Exercise directions >> When the word "each" shows up in a line of the records below, copy that line.

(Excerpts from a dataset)
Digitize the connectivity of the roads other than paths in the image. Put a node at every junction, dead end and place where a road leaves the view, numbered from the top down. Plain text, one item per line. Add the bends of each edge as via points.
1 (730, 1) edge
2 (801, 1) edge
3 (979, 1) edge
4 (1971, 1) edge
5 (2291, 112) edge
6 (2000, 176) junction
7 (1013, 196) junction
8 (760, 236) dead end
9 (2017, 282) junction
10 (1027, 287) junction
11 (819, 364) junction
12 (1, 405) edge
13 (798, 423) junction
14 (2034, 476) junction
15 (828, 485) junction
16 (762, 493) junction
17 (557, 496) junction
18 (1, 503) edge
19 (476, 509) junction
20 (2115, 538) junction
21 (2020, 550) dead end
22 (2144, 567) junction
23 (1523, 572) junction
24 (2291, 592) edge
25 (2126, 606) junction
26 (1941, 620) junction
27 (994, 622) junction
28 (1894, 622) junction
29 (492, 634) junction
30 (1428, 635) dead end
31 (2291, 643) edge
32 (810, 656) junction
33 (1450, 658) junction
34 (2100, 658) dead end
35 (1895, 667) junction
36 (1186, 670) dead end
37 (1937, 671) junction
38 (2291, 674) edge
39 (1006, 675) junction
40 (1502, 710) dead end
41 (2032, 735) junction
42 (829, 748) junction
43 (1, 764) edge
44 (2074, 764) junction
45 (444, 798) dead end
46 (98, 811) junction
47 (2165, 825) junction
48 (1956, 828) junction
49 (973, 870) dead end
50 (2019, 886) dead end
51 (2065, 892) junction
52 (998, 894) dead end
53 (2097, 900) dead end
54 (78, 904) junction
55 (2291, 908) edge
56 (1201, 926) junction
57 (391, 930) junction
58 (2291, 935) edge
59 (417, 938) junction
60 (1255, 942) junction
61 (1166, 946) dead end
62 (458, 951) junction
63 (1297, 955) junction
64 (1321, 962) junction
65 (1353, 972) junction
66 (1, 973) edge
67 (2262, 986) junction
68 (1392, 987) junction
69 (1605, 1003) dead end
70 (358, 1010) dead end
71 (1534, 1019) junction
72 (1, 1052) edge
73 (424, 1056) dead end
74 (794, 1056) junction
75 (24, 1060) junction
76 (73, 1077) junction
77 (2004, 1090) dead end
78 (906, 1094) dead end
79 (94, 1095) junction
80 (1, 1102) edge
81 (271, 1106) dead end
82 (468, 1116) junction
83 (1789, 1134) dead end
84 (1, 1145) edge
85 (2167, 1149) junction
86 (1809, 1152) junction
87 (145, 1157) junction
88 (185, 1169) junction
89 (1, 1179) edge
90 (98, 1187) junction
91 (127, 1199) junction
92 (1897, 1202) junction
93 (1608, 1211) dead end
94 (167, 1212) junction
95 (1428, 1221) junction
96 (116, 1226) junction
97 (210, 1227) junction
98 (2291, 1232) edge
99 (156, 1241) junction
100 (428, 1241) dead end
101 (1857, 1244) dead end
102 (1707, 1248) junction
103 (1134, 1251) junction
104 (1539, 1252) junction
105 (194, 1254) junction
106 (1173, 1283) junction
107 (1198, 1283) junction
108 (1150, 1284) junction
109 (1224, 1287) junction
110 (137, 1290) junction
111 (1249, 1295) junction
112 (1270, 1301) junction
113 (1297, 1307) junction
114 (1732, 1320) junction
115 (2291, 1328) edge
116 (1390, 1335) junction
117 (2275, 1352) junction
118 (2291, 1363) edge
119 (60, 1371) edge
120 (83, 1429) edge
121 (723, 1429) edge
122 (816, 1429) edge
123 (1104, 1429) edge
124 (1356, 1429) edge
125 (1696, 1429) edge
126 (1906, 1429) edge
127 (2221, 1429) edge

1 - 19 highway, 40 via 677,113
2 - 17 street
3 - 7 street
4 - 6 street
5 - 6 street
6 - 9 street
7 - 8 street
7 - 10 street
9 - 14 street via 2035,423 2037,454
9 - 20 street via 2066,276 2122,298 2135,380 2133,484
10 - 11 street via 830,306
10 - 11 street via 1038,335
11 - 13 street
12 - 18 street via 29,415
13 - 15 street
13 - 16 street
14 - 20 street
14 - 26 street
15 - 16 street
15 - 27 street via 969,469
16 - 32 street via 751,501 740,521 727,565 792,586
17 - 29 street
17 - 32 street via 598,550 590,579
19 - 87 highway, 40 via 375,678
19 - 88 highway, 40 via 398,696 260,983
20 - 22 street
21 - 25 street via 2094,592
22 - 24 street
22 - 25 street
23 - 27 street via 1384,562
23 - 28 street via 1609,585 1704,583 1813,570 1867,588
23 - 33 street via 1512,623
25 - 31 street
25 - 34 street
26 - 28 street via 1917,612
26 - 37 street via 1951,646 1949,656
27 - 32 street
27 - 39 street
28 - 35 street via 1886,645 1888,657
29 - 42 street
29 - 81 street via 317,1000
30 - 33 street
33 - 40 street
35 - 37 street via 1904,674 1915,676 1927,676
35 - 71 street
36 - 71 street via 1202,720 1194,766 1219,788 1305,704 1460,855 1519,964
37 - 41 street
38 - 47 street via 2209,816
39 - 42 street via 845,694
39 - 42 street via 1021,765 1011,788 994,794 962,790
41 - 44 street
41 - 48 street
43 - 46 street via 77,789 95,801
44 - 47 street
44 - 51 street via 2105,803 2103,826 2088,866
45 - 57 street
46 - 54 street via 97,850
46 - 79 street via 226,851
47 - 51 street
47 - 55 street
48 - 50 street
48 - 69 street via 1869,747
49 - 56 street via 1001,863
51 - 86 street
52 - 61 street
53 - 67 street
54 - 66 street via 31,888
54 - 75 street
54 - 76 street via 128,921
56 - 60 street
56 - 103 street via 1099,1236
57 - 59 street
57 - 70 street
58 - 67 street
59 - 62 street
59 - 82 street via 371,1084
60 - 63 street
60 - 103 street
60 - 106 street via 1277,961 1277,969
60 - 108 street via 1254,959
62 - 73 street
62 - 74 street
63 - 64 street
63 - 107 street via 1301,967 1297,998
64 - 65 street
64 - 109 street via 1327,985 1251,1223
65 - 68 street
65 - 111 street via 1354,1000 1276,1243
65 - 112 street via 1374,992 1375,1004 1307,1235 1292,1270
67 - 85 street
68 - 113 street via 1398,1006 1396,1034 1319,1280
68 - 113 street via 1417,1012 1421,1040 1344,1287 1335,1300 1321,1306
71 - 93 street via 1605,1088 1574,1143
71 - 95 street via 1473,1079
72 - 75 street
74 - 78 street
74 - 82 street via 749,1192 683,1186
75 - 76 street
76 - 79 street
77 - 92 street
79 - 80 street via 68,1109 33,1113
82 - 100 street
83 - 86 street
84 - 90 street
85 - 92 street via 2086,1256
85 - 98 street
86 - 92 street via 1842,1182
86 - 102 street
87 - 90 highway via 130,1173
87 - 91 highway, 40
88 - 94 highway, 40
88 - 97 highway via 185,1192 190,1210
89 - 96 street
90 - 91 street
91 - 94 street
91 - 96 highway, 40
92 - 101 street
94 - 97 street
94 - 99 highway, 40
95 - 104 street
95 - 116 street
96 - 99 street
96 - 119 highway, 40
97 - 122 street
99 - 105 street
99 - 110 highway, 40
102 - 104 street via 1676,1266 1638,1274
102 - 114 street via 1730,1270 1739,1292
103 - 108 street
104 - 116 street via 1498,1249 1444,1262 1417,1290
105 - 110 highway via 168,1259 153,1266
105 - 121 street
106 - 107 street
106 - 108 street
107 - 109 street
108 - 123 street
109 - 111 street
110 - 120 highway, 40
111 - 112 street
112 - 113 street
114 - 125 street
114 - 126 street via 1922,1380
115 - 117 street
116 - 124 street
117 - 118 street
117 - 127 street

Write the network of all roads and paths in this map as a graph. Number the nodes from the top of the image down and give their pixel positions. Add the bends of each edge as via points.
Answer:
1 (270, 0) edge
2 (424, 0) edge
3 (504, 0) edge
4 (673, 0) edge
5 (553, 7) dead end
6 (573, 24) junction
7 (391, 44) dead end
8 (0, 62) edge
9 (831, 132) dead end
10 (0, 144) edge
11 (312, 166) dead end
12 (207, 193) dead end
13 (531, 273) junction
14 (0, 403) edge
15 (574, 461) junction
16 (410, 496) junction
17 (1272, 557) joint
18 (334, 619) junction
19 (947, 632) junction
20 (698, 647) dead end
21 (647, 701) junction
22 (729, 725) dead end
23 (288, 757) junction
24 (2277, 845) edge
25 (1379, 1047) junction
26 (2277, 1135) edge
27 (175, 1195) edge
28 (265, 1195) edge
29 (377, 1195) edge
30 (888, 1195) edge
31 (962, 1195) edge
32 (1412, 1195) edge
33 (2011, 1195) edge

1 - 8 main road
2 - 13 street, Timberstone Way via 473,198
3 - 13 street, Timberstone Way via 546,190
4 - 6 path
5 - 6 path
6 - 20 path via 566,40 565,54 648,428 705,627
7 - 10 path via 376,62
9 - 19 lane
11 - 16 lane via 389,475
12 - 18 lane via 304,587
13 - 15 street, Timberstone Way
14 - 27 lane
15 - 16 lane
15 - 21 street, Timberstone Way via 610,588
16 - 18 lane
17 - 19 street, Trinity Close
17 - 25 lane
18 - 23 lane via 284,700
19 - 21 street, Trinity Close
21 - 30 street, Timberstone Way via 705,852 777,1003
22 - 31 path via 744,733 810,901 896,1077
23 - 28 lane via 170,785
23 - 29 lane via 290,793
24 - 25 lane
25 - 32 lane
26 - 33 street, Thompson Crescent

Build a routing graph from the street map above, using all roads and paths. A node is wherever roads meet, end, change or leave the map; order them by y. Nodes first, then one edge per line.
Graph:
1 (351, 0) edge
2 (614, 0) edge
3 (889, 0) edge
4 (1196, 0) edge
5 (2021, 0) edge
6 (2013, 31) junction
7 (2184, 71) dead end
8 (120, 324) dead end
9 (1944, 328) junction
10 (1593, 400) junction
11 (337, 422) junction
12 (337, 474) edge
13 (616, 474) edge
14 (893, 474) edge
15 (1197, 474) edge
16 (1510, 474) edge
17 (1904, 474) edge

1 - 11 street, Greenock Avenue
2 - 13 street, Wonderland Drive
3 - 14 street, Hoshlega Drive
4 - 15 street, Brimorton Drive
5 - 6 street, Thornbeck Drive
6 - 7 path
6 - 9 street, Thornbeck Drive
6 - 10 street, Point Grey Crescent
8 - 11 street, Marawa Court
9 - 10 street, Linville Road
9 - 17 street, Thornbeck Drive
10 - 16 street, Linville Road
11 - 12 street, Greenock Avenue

Result of the exercise >>
Digitize the connectivity of the roads other than paths in the image. Put a node at every junction, dead end and place where a road leaves the view, numbered from the top down. Plain text, one item per line. Add the bends of each edge as via points.
Write the network of all roads and paths in this map as a graph. Number the nodes from the top of the image down and give their pixel positions. Add the bends of each edge as via points.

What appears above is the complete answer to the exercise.